Isolation for domestic routes
Travelers traveling on domestic trains, buses, or flights must quarantine for five days at designated places, plus three days at their home. Prior to November’s changes, the quarantine period was longer. Also, close contacts of someone who has had contact with someone with Covid-19 needed to be isolated. Individuals who visit areas of China that are “high-risk”, such as China, must quarantine for seven consecutive days.
Green code
China requires that individuals show their “green codes” to prove they are COVID-19-negative when entering public areas such as restaurants and shopping malls. Each person must register using their ID papers. A smartphone app displays the code. To be “green”, you must not have been in close contact with someone with the virus or contract COVID-19. It also means that you should not visit areas considered to be at risk. To keep the code clean, authorities might require regular testing in areas where there is an epidemic. For example, Beijing requires residents to have a rapid coronavirus screening at least once per 48 hours at a government-approved facility.

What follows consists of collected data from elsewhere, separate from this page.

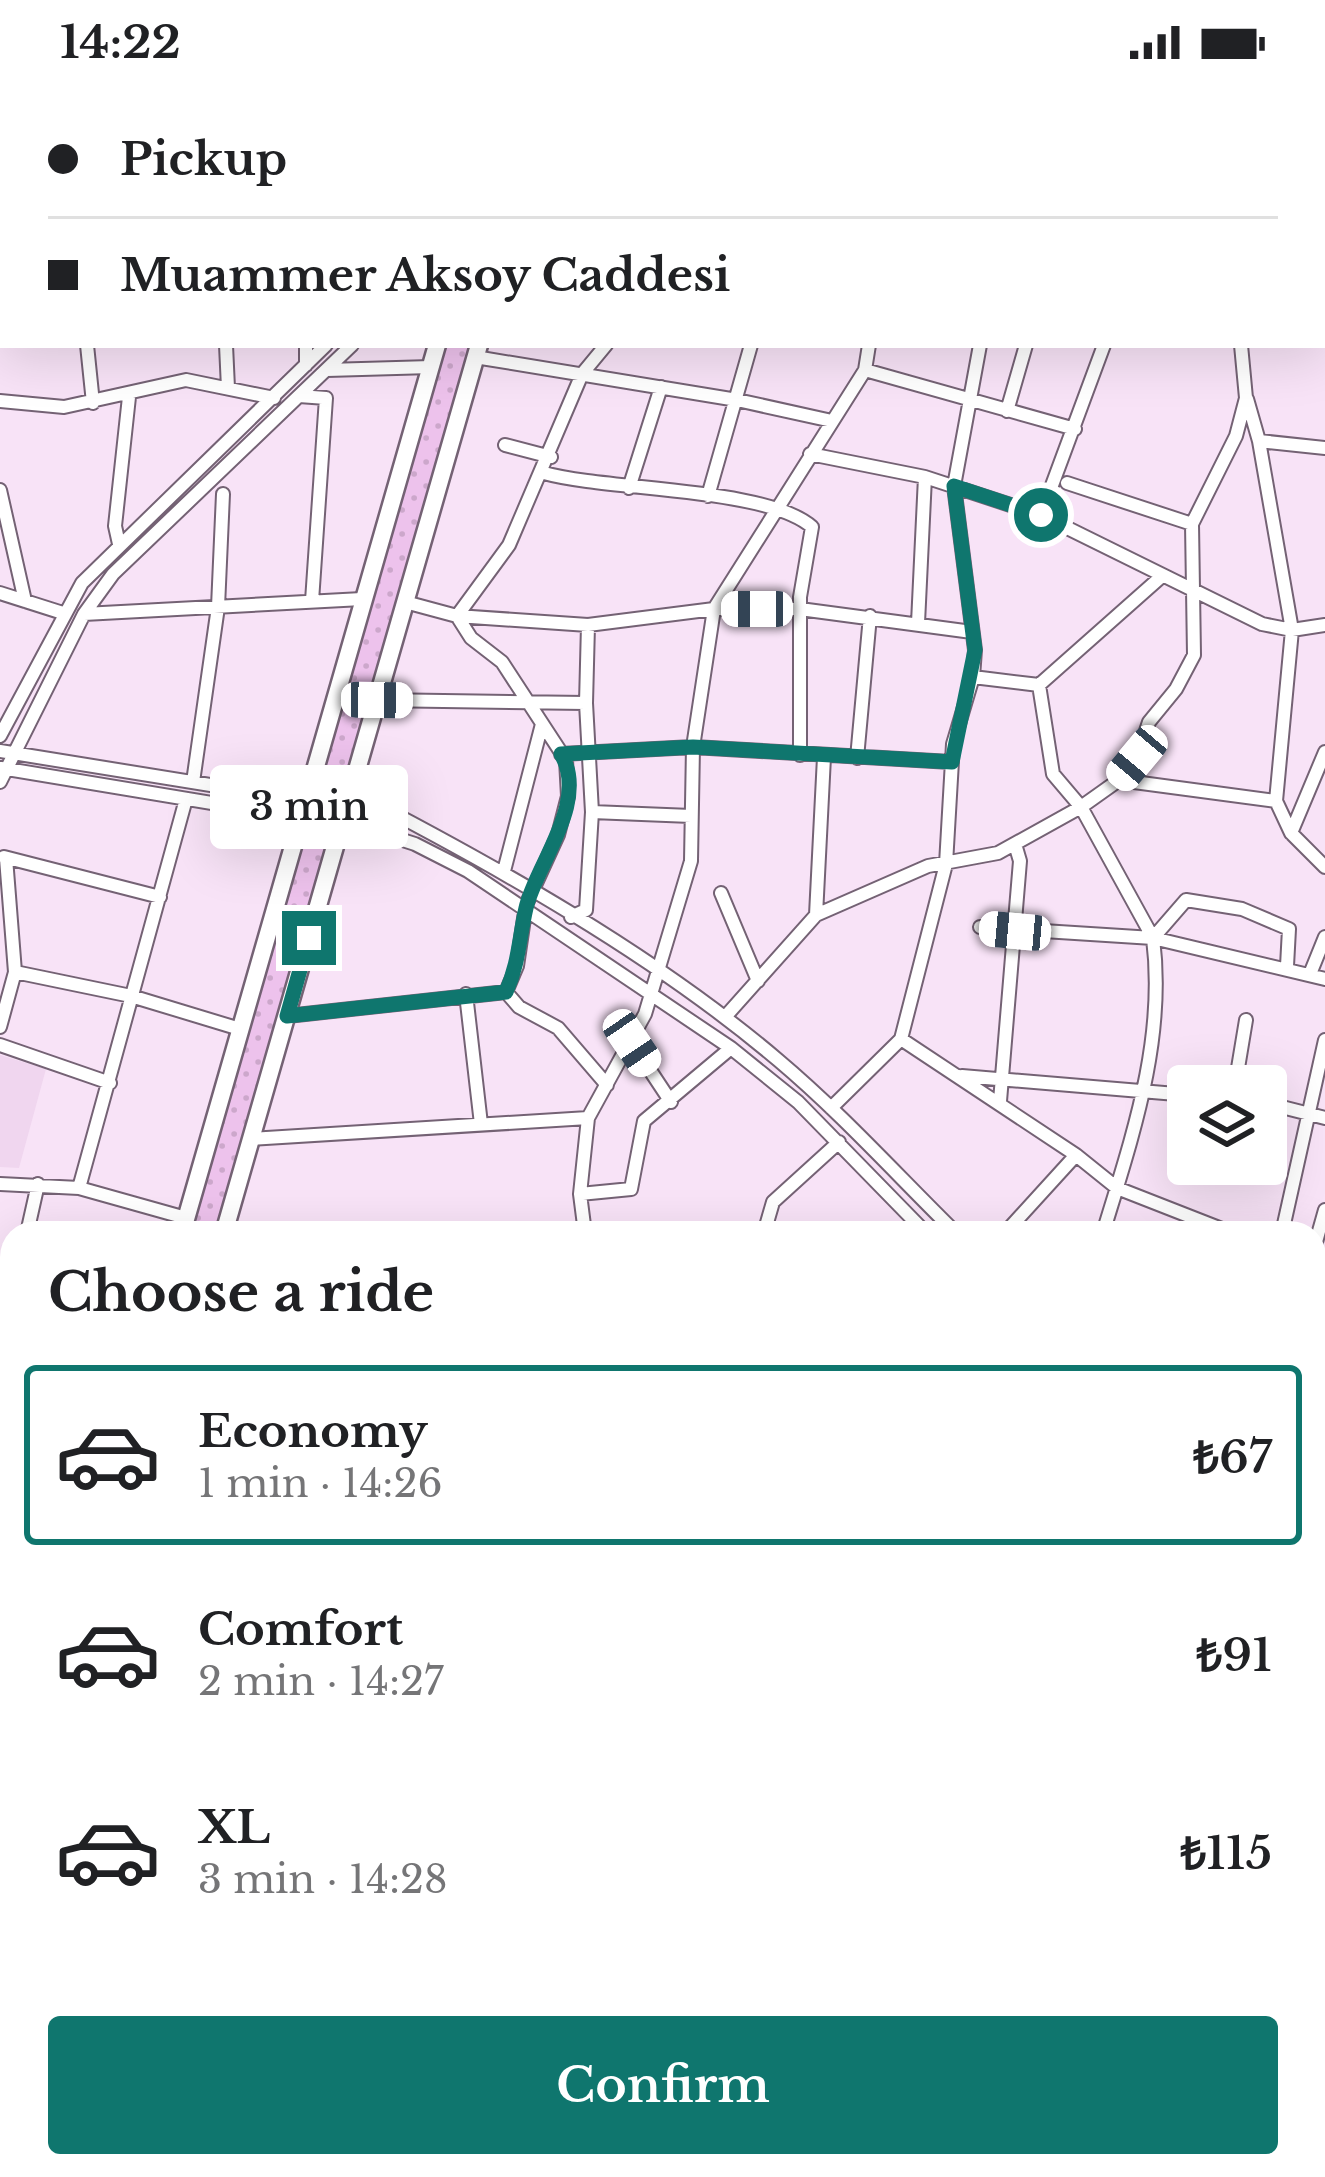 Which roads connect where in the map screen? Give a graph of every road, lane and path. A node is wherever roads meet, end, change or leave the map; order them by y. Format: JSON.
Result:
{"nodes":[{"id":1,"x":87,"y":348,"type":"edge"},
{"id":2,"x":226,"y":348,"type":"edge"},
{"id":3,"x":306,"y":348,"type":"edge"},
{"id":4,"x":323,"y":348,"type":"edge"},
{"id":5,"x":349,"y":348,"type":"edge"},
{"id":6,"x":436,"y":348,"type":"edge"},
{"id":7,"x":750,"y":348,"type":"edge"},
{"id":8,"x":869,"y":348,"type":"edge"},
{"id":9,"x":979,"y":348,"type":"edge"},
{"id":10,"x":1025,"y":348,"type":"edge"},
{"id":11,"x":1103,"y":348,"type":"edge"},
{"id":12,"x":1240,"y":348,"type":"edge"},
{"id":13,"x":590,"y":350,"type":"edge"},
{"id":14,"x":477,"y":351,"type":"edge"},
{"id":15,"x":306,"y":365,"type":"junction"},
{"id":16,"x":431,"y":367,"type":"junction"},
{"id":17,"x":326,"y":370,"type":"junction"},
{"id":18,"x":865,"y":370,"type":"junction"},
{"id":19,"x":582,"y":374,"type":"junction"},
{"id":20,"x":228,"y":388,"type":"junction"},
{"id":21,"x":661,"y":388,"type":"junction"},
{"id":22,"x":299,"y":396,"type":"junction"},
{"id":23,"x":129,"y":397,"type":"junction"},
{"id":24,"x":274,"y":398,"type":"junction"},
{"id":25,"x":1246,"y":398,"type":"junction"},
{"id":26,"x":737,"y":400,"type":"junction"},
{"id":27,"x":968,"y":400,"type":"junction"},
{"id":28,"x":0,"y":401,"type":"edge"},
{"id":29,"x":93,"y":403,"type":"junction"},
{"id":30,"x":1007,"y":411,"type":"junction"},
{"id":31,"x":832,"y":422,"type":"junction"},
{"id":32,"x":1075,"y":430,"type":"junction"},
{"id":33,"x":1259,"y":441,"type":"junction"},
{"id":34,"x":505,"y":445,"type":"dead end"},
{"id":35,"x":1325,"y":448,"type":"edge"},
{"id":36,"x":809,"y":454,"type":"junction"},
{"id":37,"x":551,"y":457,"type":"junction"},
{"id":38,"x":544,"y":473,"type":"junction"},
{"id":39,"x":925,"y":477,"type":"junction"},
{"id":40,"x":1067,"y":483,"type":"dead end"},
{"id":41,"x":954,"y":486,"type":"junction"},
{"id":42,"x":629,"y":488,"type":"junction"},
{"id":43,"x":0,"y":490,"type":"edge"},
{"id":44,"x":223,"y":494,"type":"dead end"},
{"id":45,"x":708,"y":496,"type":"junction"},
{"id":46,"x":773,"y":511,"type":"junction"},
{"id":47,"x":1041,"y":515,"type":"junction"},
{"id":48,"x":1192,"y":524,"type":"junction"},
{"id":49,"x":119,"y":544,"type":"junction"},
{"id":50,"x":1162,"y":576,"type":"junction"},
{"id":51,"x":0,"y":593,"type":"edge"},
{"id":52,"x":1196,"y":593,"type":"junction"},
{"id":53,"x":362,"y":599,"type":"junction"},
{"id":54,"x":25,"y":601,"type":"junction"},
{"id":55,"x":313,"y":602,"type":"junction"},
{"id":56,"x":405,"y":602,"type":"junction"},
{"id":57,"x":218,"y":607,"type":"junction"},
{"id":58,"x":800,"y":608,"type":"junction"},
{"id":59,"x":714,"y":609,"type":"junction"},
{"id":60,"x":63,"y":613,"type":"junction"},
{"id":61,"x":84,"y":614,"type":"junction"},
{"id":62,"x":457,"y":616,"type":"junction"},
{"id":63,"x":870,"y":616,"type":"junction"},
{"id":64,"x":918,"y":623,"type":"junction"},
{"id":65,"x":588,"y":625,"type":"junction"},
{"id":66,"x":1325,"y":625,"type":"edge"},
{"id":67,"x":1292,"y":630,"type":"junction"},
{"id":68,"x":972,"y":632,"type":"junction"},
{"id":69,"x":973,"y":676,"type":"junction"},
{"id":70,"x":1039,"y":685,"type":"junction"},
{"id":71,"x":377,"y":700,"type":"junction"},
{"id":72,"x":586,"y":703,"type":"junction"},
{"id":73,"x":529,"y":704,"type":"junction"},
{"id":74,"x":542,"y":724,"type":"junction"},
{"id":75,"x":0,"y":736,"type":"edge"},
{"id":76,"x":693,"y":747,"type":"junction"},
{"id":77,"x":7,"y":752,"type":"edge"},
{"id":78,"x":1325,"y":752,"type":"edge"},
{"id":79,"x":590,"y":753,"type":"junction"},
{"id":80,"x":561,"y":754,"type":"junction"},
{"id":81,"x":800,"y":755,"type":"junction"},
{"id":82,"x":824,"y":757,"type":"junction"},
{"id":83,"x":857,"y":758,"type":"junction"},
{"id":84,"x":952,"y":762,"type":"junction"},
{"id":85,"x":2,"y":773,"type":"edge"},
{"id":86,"x":1118,"y":780,"type":"junction"},
{"id":87,"x":193,"y":782,"type":"junction"},
{"id":88,"x":351,"y":790,"type":"junction"},
{"id":89,"x":306,"y":794,"type":"junction"},
{"id":90,"x":186,"y":799,"type":"junction"},
{"id":91,"x":1276,"y":801,"type":"junction"},
{"id":92,"x":1081,"y":807,"type":"junction"},
{"id":93,"x":592,"y":812,"type":"junction"},
{"id":94,"x":691,"y":816,"type":"junction"},
{"id":95,"x":343,"y":820,"type":"junction"},
{"id":96,"x":297,"y":830,"type":"junction"},
{"id":97,"x":1291,"y":833,"type":"junction"},
{"id":98,"x":1015,"y":844,"type":"junction"},
{"id":99,"x":3,"y":857,"type":"edge"},
{"id":100,"x":946,"y":864,"type":"junction"},
{"id":101,"x":1325,"y":867,"type":"edge"},
{"id":102,"x":504,"y":871,"type":"junction"},
{"id":103,"x":535,"y":891,"type":"junction"},
{"id":104,"x":722,"y":893,"type":"dead end"},
{"id":105,"x":160,"y":897,"type":"junction"},
{"id":106,"x":526,"y":905,"type":"junction"},
{"id":107,"x":816,"y":915,"type":"junction"},
{"id":108,"x":571,"y":917,"type":"junction"},
{"id":109,"x":980,"y":927,"type":"dead end"},
{"id":110,"x":1015,"y":931,"type":"junction"},
{"id":111,"x":1325,"y":937,"type":"edge"},
{"id":112,"x":1153,"y":938,"type":"junction"},
{"id":113,"x":1287,"y":966,"type":"junction"},
{"id":114,"x":15,"y":972,"type":"junction"},
{"id":115,"x":656,"y":972,"type":"junction"},
{"id":116,"x":1310,"y":974,"type":"junction"},
{"id":117,"x":1325,"y":980,"type":"edge"},
{"id":118,"x":758,"y":981,"type":"junction"},
{"id":119,"x":506,"y":992,"type":"junction"},
{"id":120,"x":652,"y":993,"type":"junction"},
{"id":121,"x":466,"y":994,"type":"junction"},
{"id":122,"x":131,"y":996,"type":"junction"},
{"id":123,"x":287,"y":1016,"type":"junction"},
{"id":124,"x":725,"y":1017,"type":"junction"},
{"id":125,"x":1246,"y":1020,"type":"dead end"},
{"id":126,"x":0,"y":1027,"type":"edge"},
{"id":127,"x":240,"y":1029,"type":"junction"},
{"id":128,"x":901,"y":1039,"type":"junction"},
{"id":129,"x":1325,"y":1040,"type":"edge"},
{"id":130,"x":632,"y":1043,"type":"junction"},
{"id":131,"x":0,"y":1045,"type":"edge"},
{"id":132,"x":731,"y":1048,"type":"junction"},
{"id":133,"x":1238,"y":1065,"type":"edge"},
{"id":134,"x":962,"y":1076,"type":"junction"},
{"id":135,"x":1004,"y":1077,"type":"junction"},
{"id":136,"x":110,"y":1083,"type":"junction"},
{"id":137,"x":607,"y":1085,"type":"junction"},
{"id":138,"x":1143,"y":1092,"type":"junction"},
{"id":139,"x":1167,"y":1094,"type":"edge"},
{"id":140,"x":1000,"y":1101,"type":"junction"},
{"id":141,"x":671,"y":1102,"type":"junction"},
{"id":142,"x":831,"y":1108,"type":"junction"},
{"id":143,"x":1287,"y":1108,"type":"edge"},
{"id":144,"x":1318,"y":1116,"type":"edge"},
{"id":145,"x":588,"y":1118,"type":"junction"},
{"id":146,"x":481,"y":1124,"type":"junction"},
{"id":147,"x":251,"y":1139,"type":"junction"},
{"id":148,"x":838,"y":1142,"type":"junction"},
{"id":149,"x":1076,"y":1155,"type":"junction"},
{"id":150,"x":0,"y":1184,"type":"edge"},
{"id":151,"x":38,"y":1184,"type":"junction"},
{"id":152,"x":79,"y":1188,"type":"junction"},
{"id":153,"x":1117,"y":1188,"type":"junction"},
{"id":154,"x":580,"y":1195,"type":"junction"},
{"id":155,"x":30,"y":1221,"type":"edge"},
{"id":156,"x":173,"y":1221,"type":"edge"},
{"id":157,"x":185,"y":1221,"type":"edge"},
{"id":158,"x":227,"y":1221,"type":"edge"},
{"id":159,"x":583,"y":1221,"type":"edge"},
{"id":160,"x":770,"y":1221,"type":"edge"},
{"id":161,"x":914,"y":1221,"type":"edge"},
{"id":162,"x":944,"y":1221,"type":"edge"},
{"id":163,"x":1016,"y":1221,"type":"edge"},
{"id":164,"x":1107,"y":1221,"type":"edge"},
{"id":165,"x":1201,"y":1221,"type":"edge"},
{"id":166,"x":1286,"y":1221,"type":"edge"}],
"edges":[{"from":1,"to":29,"type":"street"},
{"from":2,"to":20,"type":"street"},
{"from":3,"to":15,"type":"street"},
{"from":4,"to":15,"type":"street"},
{"from":5,"to":17,"type":"street"},
{"from":6,"to":16,"type":"main road"},
{"from":7,"to":26,"type":"street"},
{"from":8,"to":18,"type":"street"},
{"from":9,"to":27,"type":"street"},
{"from":10,"to":30,"type":"street"},
{"from":11,"to":32,"type":"street"},
{"from":12,"to":25,"type":"street"},
{"from":13,"to":19,"type":"street"},
{"from":14,"to":19,"type":"street"},
{"from":14,"to":56,"type":"main road"},
{"from":15,"to":24,"type":"street"},
{"from":16,"to":17,"type":"street"},
{"from":16,"to":53,"type":"main road"},
{"from":17,"to":22,"type":"street"},
{"from":18,"to":27,"type":"street"},
{"from":18,"to":31,"type":"street"},
{"from":19,"to":21,"type":"street"},
{"from":19,"to":37,"type":"street"},
{"from":20,"to":23,"type":"street"},
{"from":20,"to":24,"type":"street"},
{"from":21,"to":26,"type":"street"},
{"from":21,"to":42,"type":"street"},
{"from":22,"to":55,"type":"street"},
{"from":22,"to":61,"type":"street"},
{"from":23,"to":29,"type":"street"},
{"from":23,"to":49,"type":"street"},
{"from":24,"to":49,"type":"street"},
{"from":25,"to":33,"type":"street"},
{"from":25,"to":48,"type":"street"},
{"from":26,"to":31,"type":"street"},
{"from":26,"to":45,"type":"street"},
{"from":27,"to":30,"type":"street"},
{"from":27,"to":41,"type":"street"},
{"from":28,"to":29,"type":"street"},
{"from":30,"to":32,"type":"street"},
{"from":31,"to":36,"type":"street"},
{"from":32,"to":47,"type":"street"},
{"from":33,"to":35,"type":"street"},
{"from":33,"to":67,"type":"street"},
{"from":34,"to":37,"type":"street"},
{"from":36,"to":39,"type":"street"},
{"from":36,"to":46,"type":"street"},
{"from":37,"to":38,"type":"street"},
{"from":38,"to":42,"type":"street"},
{"from":38,"to":62,"type":"street"},
{"from":39,"to":41,"type":"street"},
{"from":39,"to":64,"type":"street"},
{"from":40,"to":48,"type":"street"},
{"from":41,"to":47,"type":"street"},
{"from":41,"to":68,"type":"street"},
{"from":42,"to":45,"type":"street"},
{"from":43,"to":54,"type":"street"},
{"from":44,"to":57,"type":"street"},
{"from":45,"to":46,"type":"street"},
{"from":46,"to":58,"type":"street"},
{"from":46,"to":59,"type":"street"},
{"from":47,"to":50,"type":"street"},
{"from":48,"to":52,"type":"street"},
{"from":49,"to":60,"type":"street"},
{"from":50,"to":52,"type":"street"},
{"from":50,"to":70,"type":"street"},
{"from":51,"to":54,"type":"street"},
{"from":52,"to":67,"type":"street"},
{"from":52,"to":86,"type":"street"},
{"from":53,"to":55,"type":"street"},
{"from":53,"to":89,"type":"main road"},
{"from":54,"to":60,"type":"street"},
{"from":55,"to":57,"type":"street"},
{"from":56,"to":62,"type":"street"},
{"from":56,"to":71,"type":"main road"},
{"from":57,"to":61,"type":"street"},
{"from":57,"to":87,"type":"street"},
{"from":58,"to":59,"type":"street"},
{"from":58,"to":63,"type":"street"},
{"from":58,"to":81,"type":"street"},
{"from":59,"to":65,"type":"street"},
{"from":59,"to":76,"type":"street"},
{"from":60,"to":75,"type":"street"},
{"from":61,"to":77,"type":"street"},
{"from":62,"to":65,"type":"street"},
{"from":62,"to":73,"type":"street"},
{"from":63,"to":64,"type":"street"},
{"from":63,"to":83,"type":"street"},
{"from":64,"to":68,"type":"street"},
{"from":65,"to":72,"type":"street"},
{"from":66,"to":67,"type":"street"},
{"from":67,"to":91,"type":"street"},
{"from":68,"to":69,"type":"street"},
{"from":69,"to":70,"type":"street"},
{"from":69,"to":84,"type":"street"},
{"from":70,"to":92,"type":"street"},
{"from":71,"to":73,"type":"street"},
{"from":71,"to":88,"type":"main road"},
{"from":72,"to":73,"type":"street"},
{"from":72,"to":79,"type":"street"},
{"from":73,"to":74,"type":"street"},
{"from":74,"to":80,"type":"street"},
{"from":74,"to":102,"type":"street"},
{"from":76,"to":79,"type":"street"},
{"from":76,"to":81,"type":"street"},
{"from":76,"to":94,"type":"street"},
{"from":77,"to":85,"type":"street"},
{"from":77,"to":87,"type":"street"},
{"from":78,"to":97,"type":"street"},
{"from":79,"to":80,"type":"street"},
{"from":79,"to":93,"type":"street"},
{"from":80,"to":103,"type":"street"},
{"from":81,"to":82,"type":"street"},
{"from":82,"to":83,"type":"street"},
{"from":82,"to":107,"type":"street"},
{"from":83,"to":84,"type":"street"},
{"from":84,"to":100,"type":"street"},
{"from":85,"to":90,"type":"street"},
{"from":86,"to":91,"type":"street"},
{"from":86,"to":92,"type":"street"},
{"from":87,"to":89,"type":"street"},
{"from":88,"to":95,"type":"main road"},
{"from":88,"to":102,"type":"street"},
{"from":89,"to":96,"type":"main road"},
{"from":90,"to":96,"type":"street"},
{"from":90,"to":105,"type":"street"},
{"from":91,"to":97,"type":"street"},
{"from":92,"to":98,"type":"street"},
{"from":92,"to":112,"type":"street"},
{"from":93,"to":94,"type":"street"},
{"from":93,"to":108,"type":"street"},
{"from":94,"to":115,"type":"street"},
{"from":95,"to":106,"type":"street"},
{"from":95,"to":123,"type":"main road"},
{"from":96,"to":127,"type":"main road"},
{"from":97,"to":101,"type":"street"},
{"from":98,"to":100,"type":"street"},
{"from":98,"to":110,"type":"street"},
{"from":99,"to":105,"type":"street"},
{"from":99,"to":114,"type":"street"},
{"from":100,"to":107,"type":"street"},
{"from":100,"to":128,"type":"street"},
{"from":102,"to":103,"type":"street"},
{"from":103,"to":106,"type":"street"},
{"from":103,"to":108,"type":"street"},
{"from":104,"to":118,"type":"street"},
{"from":105,"to":122,"type":"street"},
{"from":106,"to":119,"type":"street"},
{"from":106,"to":120,"type":"street"},
{"from":107,"to":118,"type":"street"},
{"from":108,"to":115,"type":"street"},
{"from":109,"to":110,"type":"street"},
{"from":110,"to":112,"type":"street"},
{"from":110,"to":135,"type":"street"},
{"from":111,"to":116,"type":"street"},
{"from":112,"to":113,"type":"street"},
{"from":112,"to":113,"type":"street"},
{"from":112,"to":138,"type":"street"},
{"from":113,"to":116,"type":"street"},
{"from":114,"to":122,"type":"street"},
{"from":114,"to":126,"type":"street"},
{"from":115,"to":120,"type":"street"},
{"from":115,"to":124,"type":"street"},
{"from":116,"to":117,"type":"street"},
{"from":118,"to":124,"type":"street"},
{"from":119,"to":121,"type":"street"},
{"from":119,"to":137,"type":"street"},
{"from":120,"to":130,"type":"street"},
{"from":120,"to":132,"type":"street"},
{"from":121,"to":123,"type":"street"},
{"from":121,"to":146,"type":"street"},
{"from":122,"to":127,"type":"street"},
{"from":122,"to":136,"type":"street"},
{"from":123,"to":147,"type":"main road"},
{"from":124,"to":142,"type":"street"},
{"from":125,"to":133,"type":"street"},
{"from":127,"to":157,"type":"main road"},
{"from":128,"to":134,"type":"street"},
{"from":128,"to":142,"type":"street"},
{"from":129,"to":144,"type":"street"},
{"from":130,"to":137,"type":"street"},
{"from":130,"to":141,"type":"street"},
{"from":131,"to":136,"type":"street"},
{"from":132,"to":141,"type":"street"},
{"from":132,"to":148,"type":"street"},
{"from":134,"to":135,"type":"street"},
{"from":134,"to":140,"type":"street"},
{"from":135,"to":138,"type":"street"},
{"from":135,"to":140,"type":"street"},
{"from":136,"to":152,"type":"street"},
{"from":137,"to":145,"type":"street"},
{"from":138,"to":139,"type":"street"},
{"from":138,"to":153,"type":"street"},
{"from":140,"to":149,"type":"street"},
{"from":141,"to":154,"type":"street"},
{"from":142,"to":162,"type":"street"},
{"from":143,"to":144,"type":"street"},
{"from":144,"to":166,"type":"street"},
{"from":145,"to":146,"type":"street"},
{"from":145,"to":154,"type":"street"},
{"from":146,"to":147,"type":"street"},
{"from":147,"to":158,"type":"main road"},
{"from":148,"to":160,"type":"street"},
{"from":148,"to":161,"type":"street"},
{"from":149,"to":153,"type":"street"},
{"from":149,"to":163,"type":"street"},
{"from":150,"to":151,"type":"street"},
{"from":151,"to":152,"type":"street"},
{"from":151,"to":155,"type":"street"},
{"from":152,"to":156,"type":"street"},
{"from":153,"to":164,"type":"street"},
{"from":153,"to":165,"type":"street"},
{"from":154,"to":159,"type":"street"}]}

Who puts themselves in lockdown?
China has swiftly and decisively responded to any detections of COVID-19. They have locked down entire cities, or portions of them. At the moment, the central urban area of Chongqing is under lockdown with approximately 10.3million people.
The severity of the outbreak determines the level of lockdown. Commonly, smaller lockdowns of buildings and building compounds are used. If one person has COVID-19, the entire building is locked down. Residents are restricted from leaving for five days. Order food and other necessities for delivery
Also, offices buildings are kept locked down in the event that someone within the building is positive for COVID-19. The building must be disinfected. This usually takes several days.
Other restrictions
China has many regulations that will be familiar to the majority of people who have been affected by the pandemic since the first months. Social distancing is encouraged and people must wear masks in public spaces. If there is concern about transmission, large gatherings may be restricted. Indoor dining facilities are prohibited. Public spaces are also subject to enhanced disinfection.
Similar to the Beijing bubble measures, facilities that are most at risk such as nursing homes have “closed-loop” management plans. Workers live in the workplace with no outside contacts.